### What you need to do
Copy each record exactly as it reads, leaving out any pictures it holds.

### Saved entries
%%

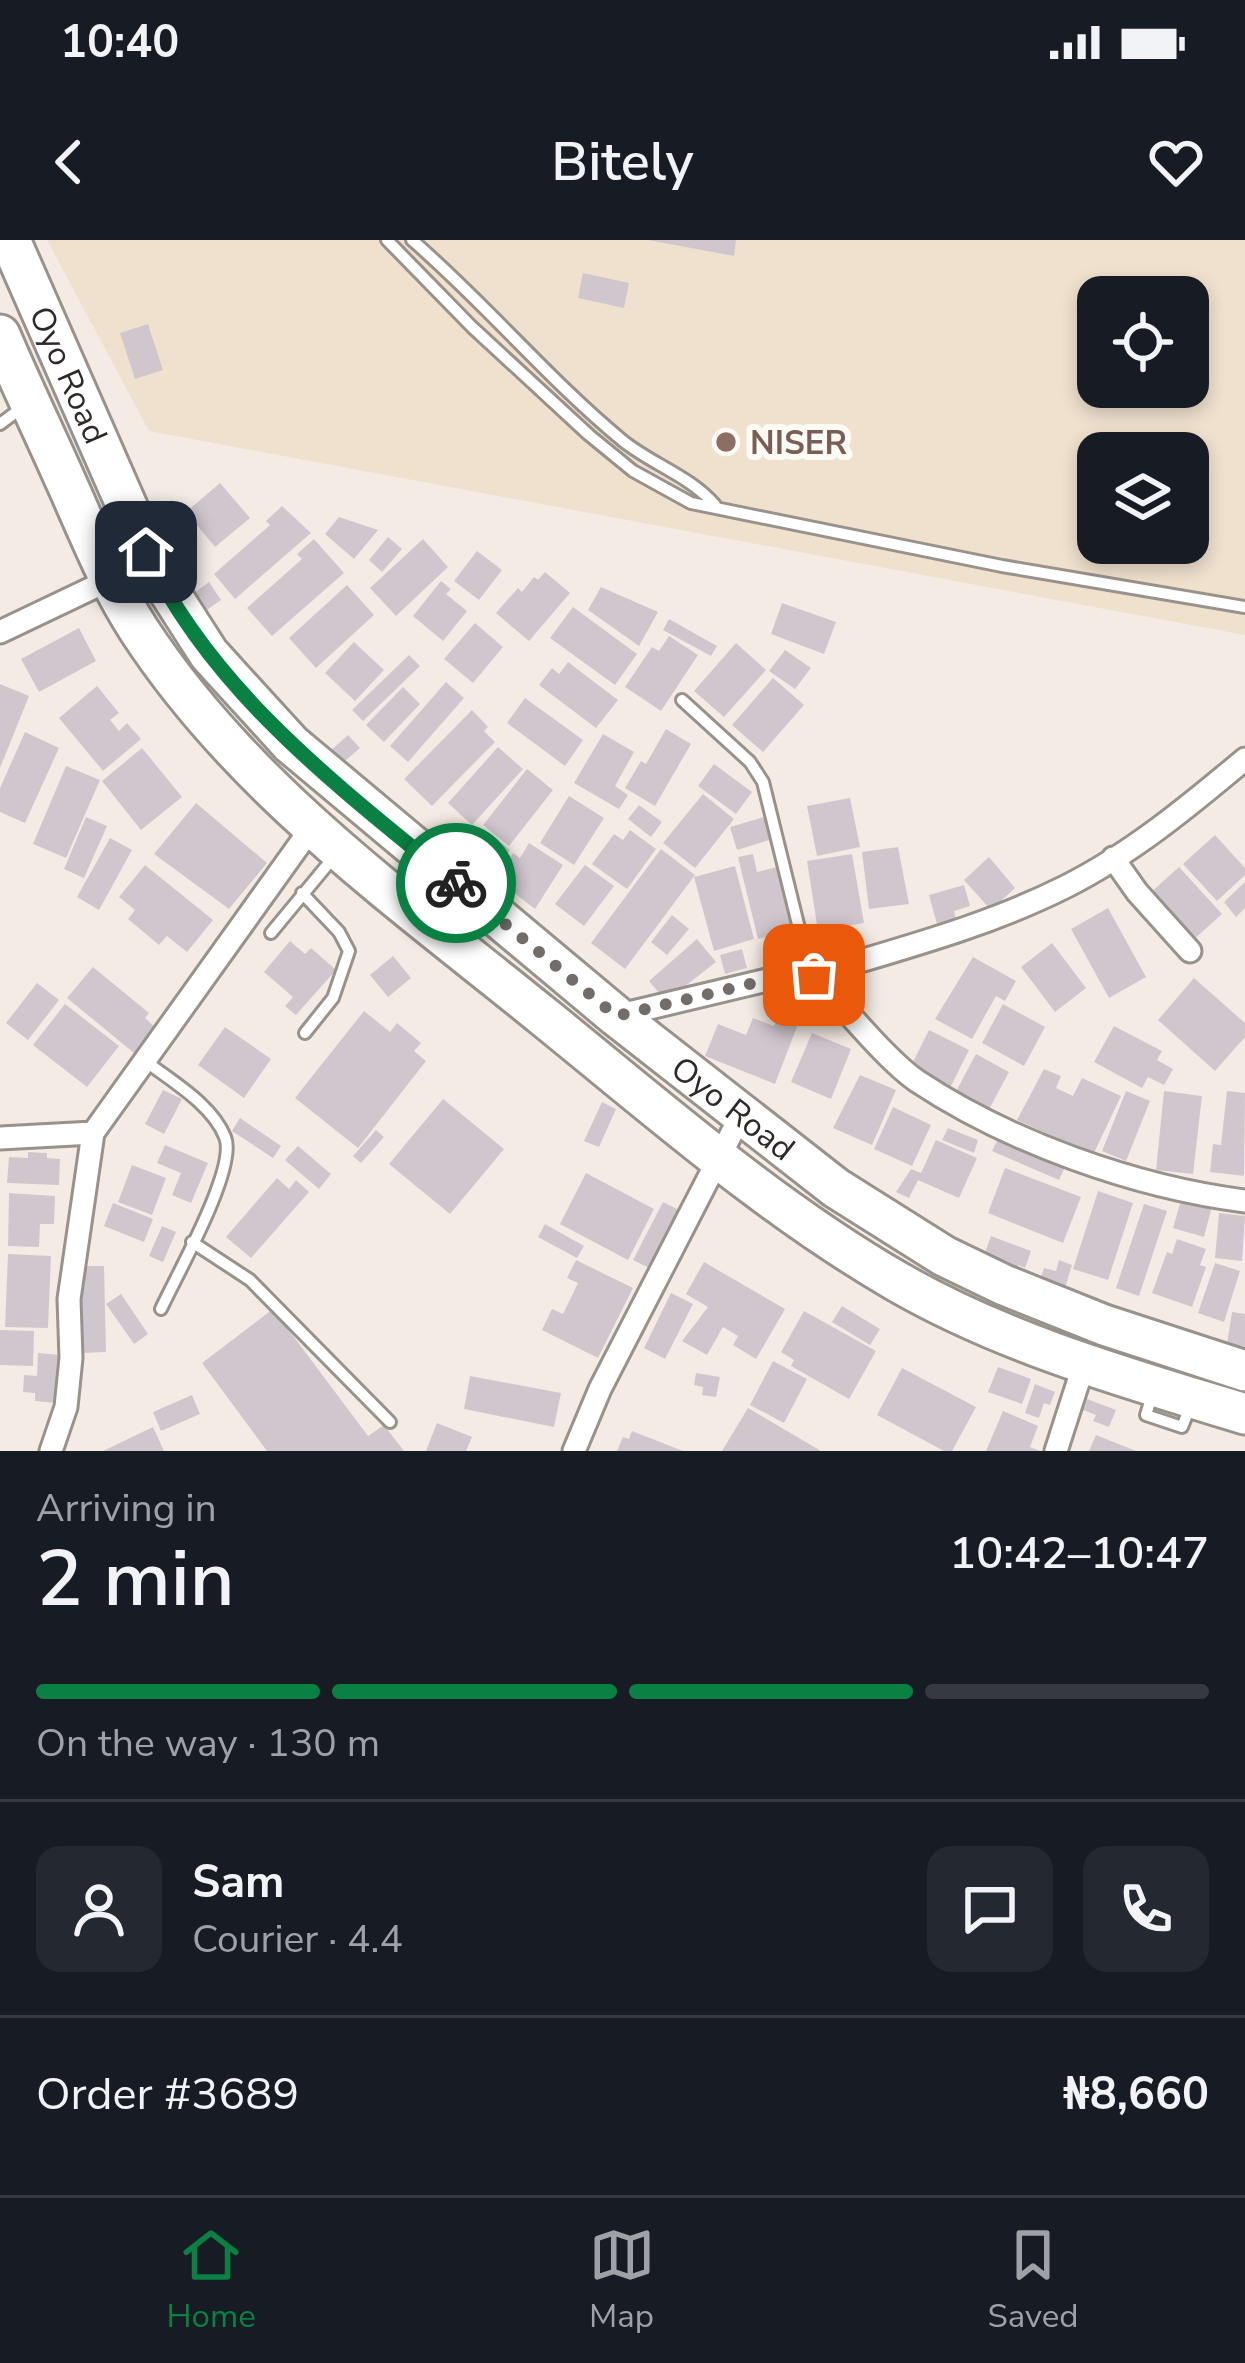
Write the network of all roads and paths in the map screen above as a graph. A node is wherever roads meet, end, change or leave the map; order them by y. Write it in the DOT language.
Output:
graph roads {
  1 [pos="10,240"];
  2 [pos="387,240"];
  3 [pos="412,240"];
  4 [pos="437,240"];
  5 [pos="425,251"];
  6 [pos="0,335"];
  7 [pos="16,401"];
  8 [pos="715,505"];
  9 [pos="146,552"];
  10 [pos="109,580"];
  11 [pos="1245,607"];
  12 [pos="0,632"];
  13 [pos="682,700"];
  14 [pos="1245,759"];
  15 [pos="326,839"];
  16 [pos="1113,858"];
  17 [pos="302,893"];
  18 [pos="271,933"];
  19 [pos="1190,951"];
  20 [pos="811,972"];
  21 [pos="616,1016"];
  22 [pos="305,1033"];
  23 [pos="144,1060"];
  24 [pos="741,1115"];
  25 [pos="93,1132"];
  26 [pos="0,1138"];
  27 [pos="717,1158"];
  28 [pos="1245,1201"];
  29 [pos="192,1242"];
  30 [pos="160,1310"];
  31 [pos="1084,1364"];
  32 [pos="1245,1371"];
  33 [pos="1245,1414"];
  34 [pos="390,1422"];
  35 [pos="51,1451"];
  36 [pos="574,1451"];
  37 [pos="1056,1451"];
  1 -- 9 [label="highway, Oyo Road"];
  2 -- 8 [label="lane"];
  3 -- 5 [label="lane"];
  4 -- 5 [label="lane"];
  5 -- 8 [label="lane"];
  6 -- 7 [label="highway, Oyo Road"];
  7 -- 10 [label="highway, Oyo Road"];
  8 -- 11 [label="lane"];
  9 -- 10 [label="street"];
  9 -- 21 [label="highway, Oyo Road"];
  10 -- 12 [label="street"];
  10 -- 15 [label="highway, Oyo Road"];
  13 -- 20 [label="lane"];
  14 -- 16 [label="street"];
  15 -- 17 [label="lane"];
  15 -- 23 [label="street"];
  15 -- 27 [label="highway, Oyo Road"];
  16 -- 19 [label="street"];
  16 -- 20 [label="street"];
  17 -- 18 [label="lane"];
  17 -- 22 [label="lane"];
  20 -- 21 [label="street"];
  20 -- 28 [label="street"];
  21 -- 24 [label="highway, Oyo Road"];
  23 -- 25 [label="street"];
  23 -- 29 [label="lane"];
  24 -- 27 [label="street"];
  24 -- 32 [label="highway, Oyo Road"];
  25 -- 26 [label="street"];
  25 -- 35 [label="street"];
  27 -- 31 [label="highway, Oyo Road"];
  27 -- 36 [label="street"];
  29 -- 30 [label="lane"];
  29 -- 34 [label="lane"];
  31 -- 33 [label="highway, Oyo Road"];
  31 -- 37 [label="street"];
}
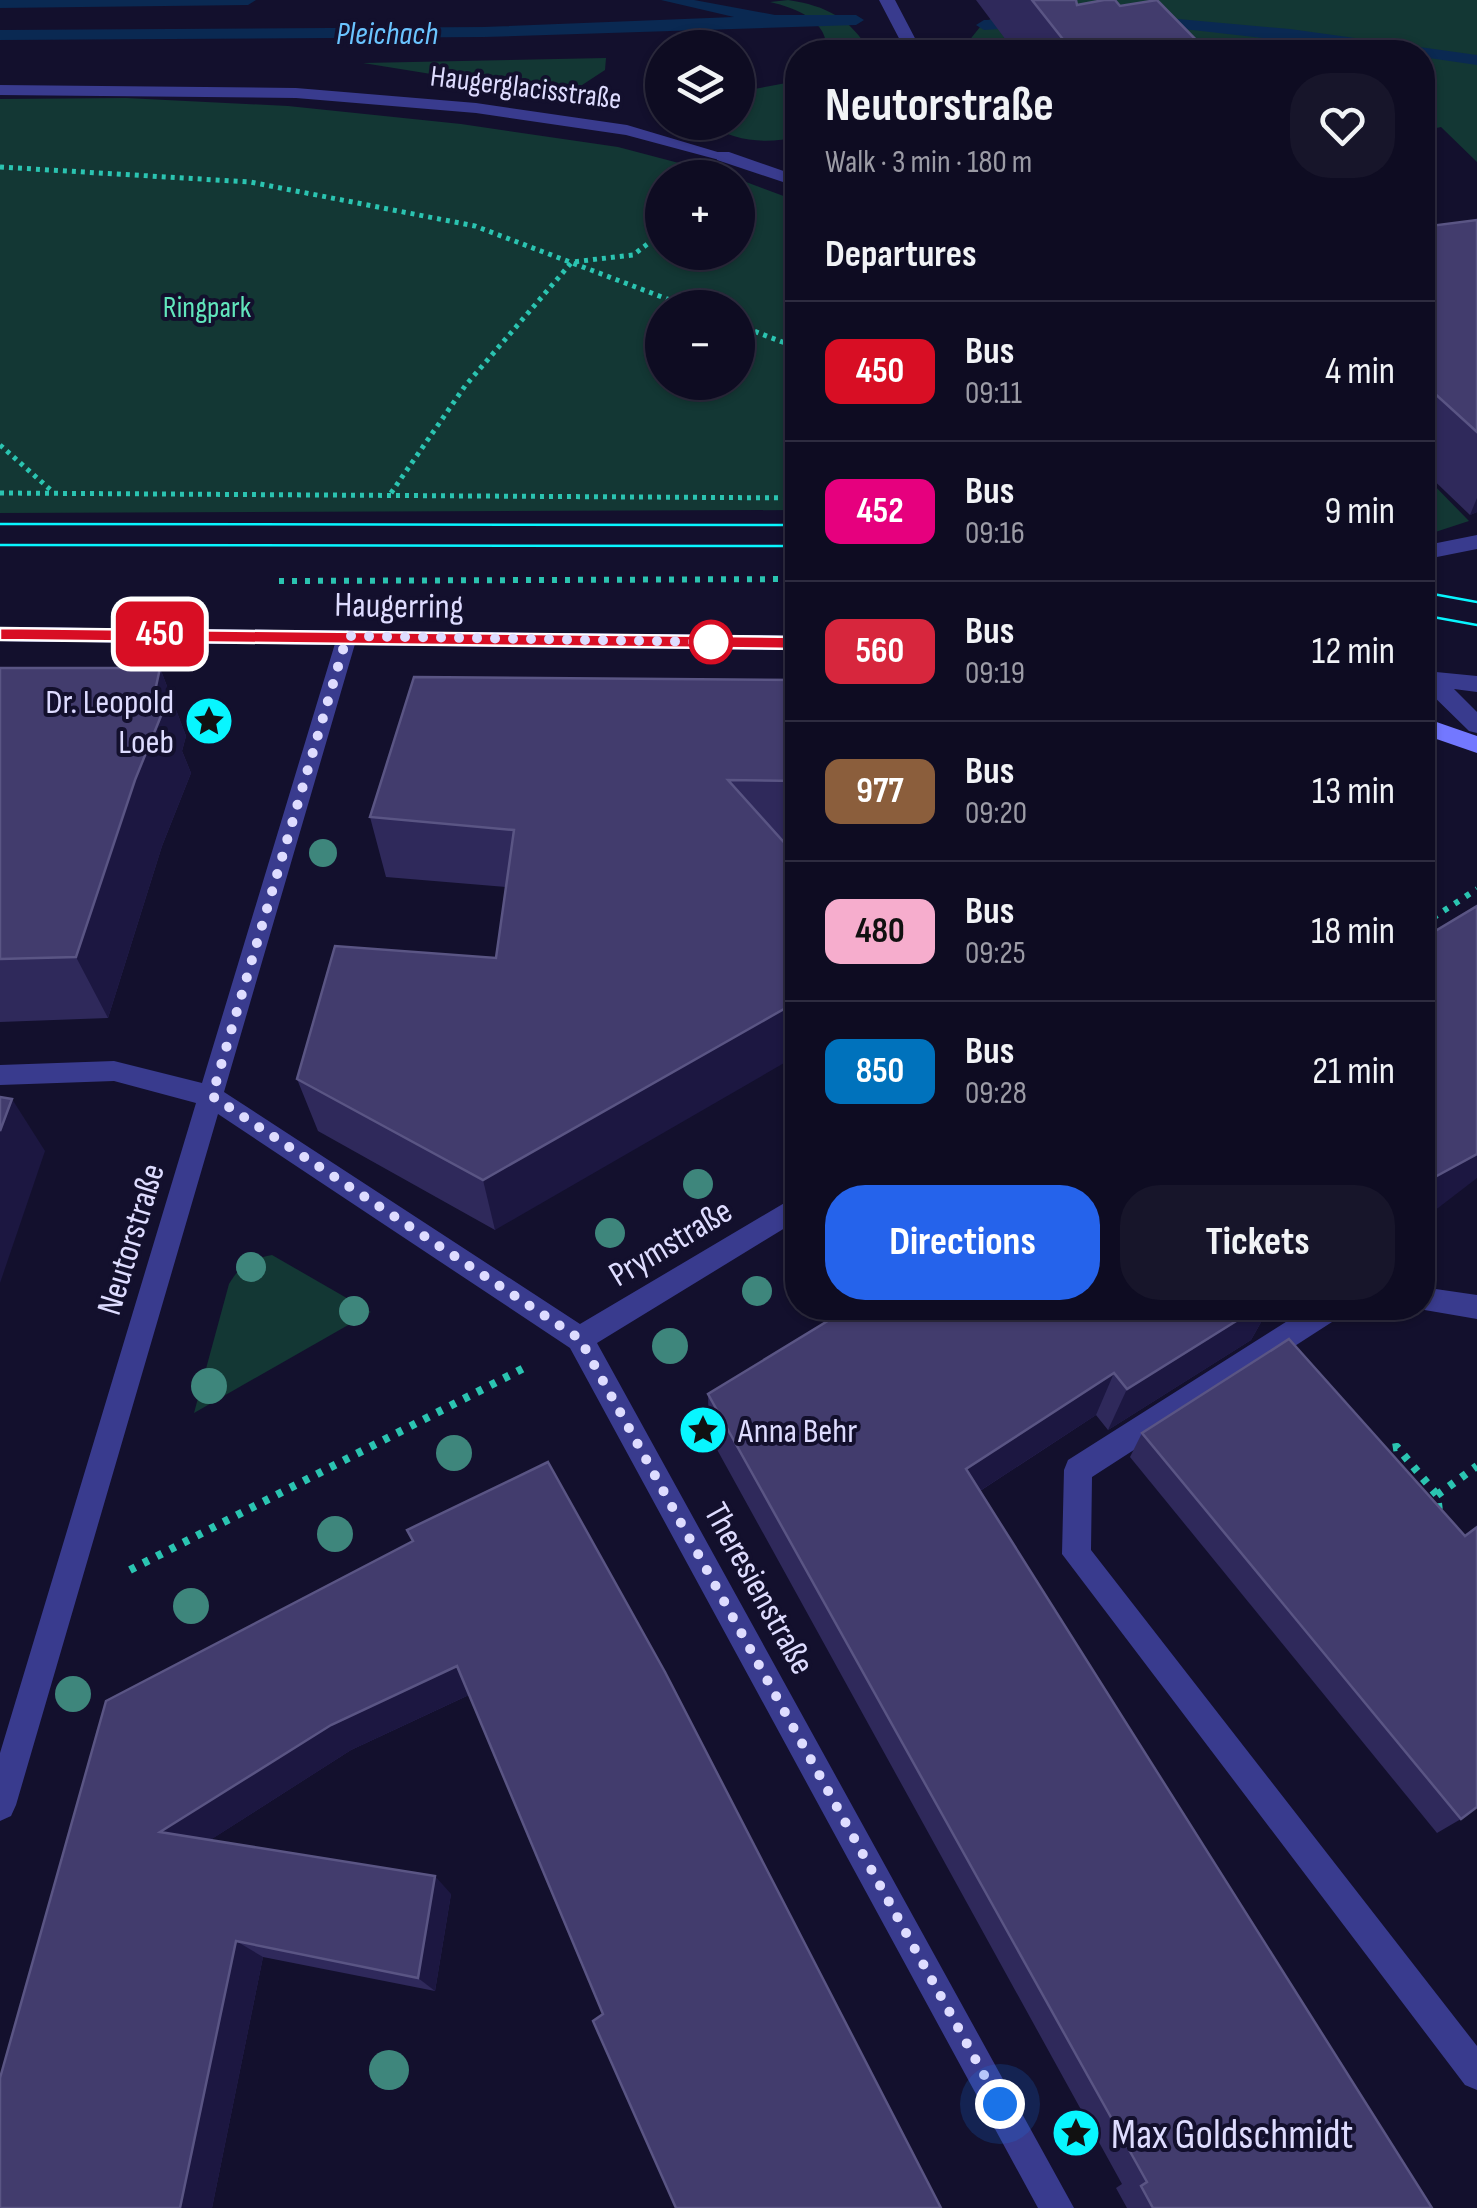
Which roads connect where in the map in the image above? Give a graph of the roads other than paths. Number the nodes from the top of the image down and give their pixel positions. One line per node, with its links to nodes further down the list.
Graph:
1 (887, 0): 2 (street)
2 (906, 40)
3 (0, 90): 4 (street, Haugerglacisstraße)
4 (785, 177)
5 (1477, 542): 6 (street)
6 (1435, 550)
7 (0, 634): 8 (main road, Haugerring)
8 (347, 636): 9 (main road, Haugerring); 17 (street, Neutorstraße)
9 (785, 643)
10 (1435, 678): 11 (street)
11 (1477, 684)
12 (1435, 685): 13 (street)
13 (1477, 725)
14 (1435, 730): 15 (main road)
15 (1477, 745)
16 (0, 1076): 17 (street, Theresienstraße)
17 (212, 1096): 22 (street, Theresienstraße); 23 (street, Neutorstraße)
18 (785, 1214): 22 (street, Prymstraße)
19 (1435, 1301): 20 (street)
20 (1477, 1307)
21 (1313, 1320): 24 (street)
22 (580, 1339): 25 (street, Theresienstraße)
23 (0, 1805)
24 (1477, 2073)
25 (1057, 2208)

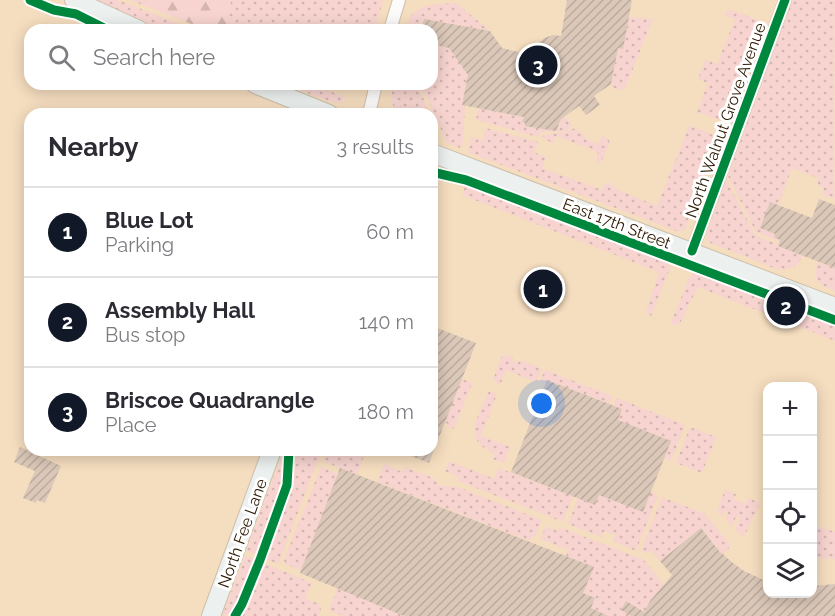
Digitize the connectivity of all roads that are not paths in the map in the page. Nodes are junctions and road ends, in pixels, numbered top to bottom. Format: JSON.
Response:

%%

### Answer to this task
Write the network of all roads and paths in the map screen above as a graph. A node is wherever roads meet, end, change or leave the map; order them by y. Write it in the DOT language.
Output:
graph roads {
  1 [pos="10,240"];
  2 [pos="387,240"];
  3 [pos="412,240"];
  4 [pos="437,240"];
  5 [pos="425,251"];
  6 [pos="0,335"];
  7 [pos="16,401"];
  8 [pos="715,505"];
  9 [pos="146,552"];
  10 [pos="109,580"];
  11 [pos="1245,607"];
  12 [pos="0,632"];
  13 [pos="682,700"];
  14 [pos="1245,759"];
  15 [pos="326,839"];
  16 [pos="1113,858"];
  17 [pos="302,893"];
  18 [pos="271,933"];
  19 [pos="1190,951"];
  20 [pos="811,972"];
  21 [pos="616,1016"];
  22 [pos="305,1033"];
  23 [pos="144,1060"];
  24 [pos="741,1115"];
  25 [pos="93,1132"];
  26 [pos="0,1138"];
  27 [pos="717,1158"];
  28 [pos="1245,1201"];
  29 [pos="192,1242"];
  30 [pos="160,1310"];
  31 [pos="1084,1364"];
  32 [pos="1245,1371"];
  33 [pos="1245,1414"];
  34 [pos="390,1422"];
  35 [pos="51,1451"];
  36 [pos="574,1451"];
  37 [pos="1056,1451"];
  1 -- 9 [label="highway, Oyo Road"];
  2 -- 8 [label="lane"];
  3 -- 5 [label="lane"];
  4 -- 5 [label="lane"];
  5 -- 8 [label="lane"];
  6 -- 7 [label="highway, Oyo Road"];
  7 -- 10 [label="highway, Oyo Road"];
  8 -- 11 [label="lane"];
  9 -- 10 [label="street"];
  9 -- 21 [label="highway, Oyo Road"];
  10 -- 12 [label="street"];
  10 -- 15 [label="highway, Oyo Road"];
  13 -- 20 [label="lane"];
  14 -- 16 [label="street"];
  15 -- 17 [label="lane"];
  15 -- 23 [label="street"];
  15 -- 27 [label="highway, Oyo Road"];
  16 -- 19 [label="street"];
  16 -- 20 [label="street"];
  17 -- 18 [label="lane"];
  17 -- 22 [label="lane"];
  20 -- 21 [label="street"];
  20 -- 28 [label="street"];
  21 -- 24 [label="highway, Oyo Road"];
  23 -- 25 [label="street"];
  23 -- 29 [label="lane"];
  24 -- 27 [label="street"];
  24 -- 32 [label="highway, Oyo Road"];
  25 -- 26 [label="street"];
  25 -- 35 [label="street"];
  27 -- 31 [label="highway, Oyo Road"];
  27 -- 36 [label="street"];
  29 -- 30 [label="lane"];
  29 -- 34 [label="lane"];
  31 -- 33 [label="highway, Oyo Road"];
  31 -- 37 [label="street"];
}
Which roads connect where in the map in the image above? Give a graph of the roads other than paths. Number the nodes from the top of the image down and give their pixel positions. One line per node, with its links to nodes further down the list.
Graph:
1 (887, 0): 2 (street)
2 (906, 40)
3 (0, 90): 4 (street, Haugerglacisstraße)
4 (785, 177)
5 (1477, 542): 6 (street)
6 (1435, 550)
7 (0, 634): 8 (main road, Haugerring)
8 (347, 636): 9 (main road, Haugerring); 17 (street, Neutorstraße)
9 (785, 643)
10 (1435, 678): 11 (street)
11 (1477, 684)
12 (1435, 685): 13 (street)
13 (1477, 725)
14 (1435, 730): 15 (main road)
15 (1477, 745)
16 (0, 1076): 17 (street, Theresienstraße)
17 (212, 1096): 22 (street, Theresienstraße); 23 (street, Neutorstraße)
18 (785, 1214): 22 (street, Prymstraße)
19 (1435, 1301): 20 (street)
20 (1477, 1307)
21 (1313, 1320): 24 (street)
22 (580, 1339): 25 (street, Theresienstraße)
23 (0, 1805)
24 (1477, 2073)
25 (1057, 2208)

Digitize the connectivity of all roads that are not paths in the map in the page. Nodes are junctions and road ends, in pixels, numbered top to bottom. Format: JSON.
Response:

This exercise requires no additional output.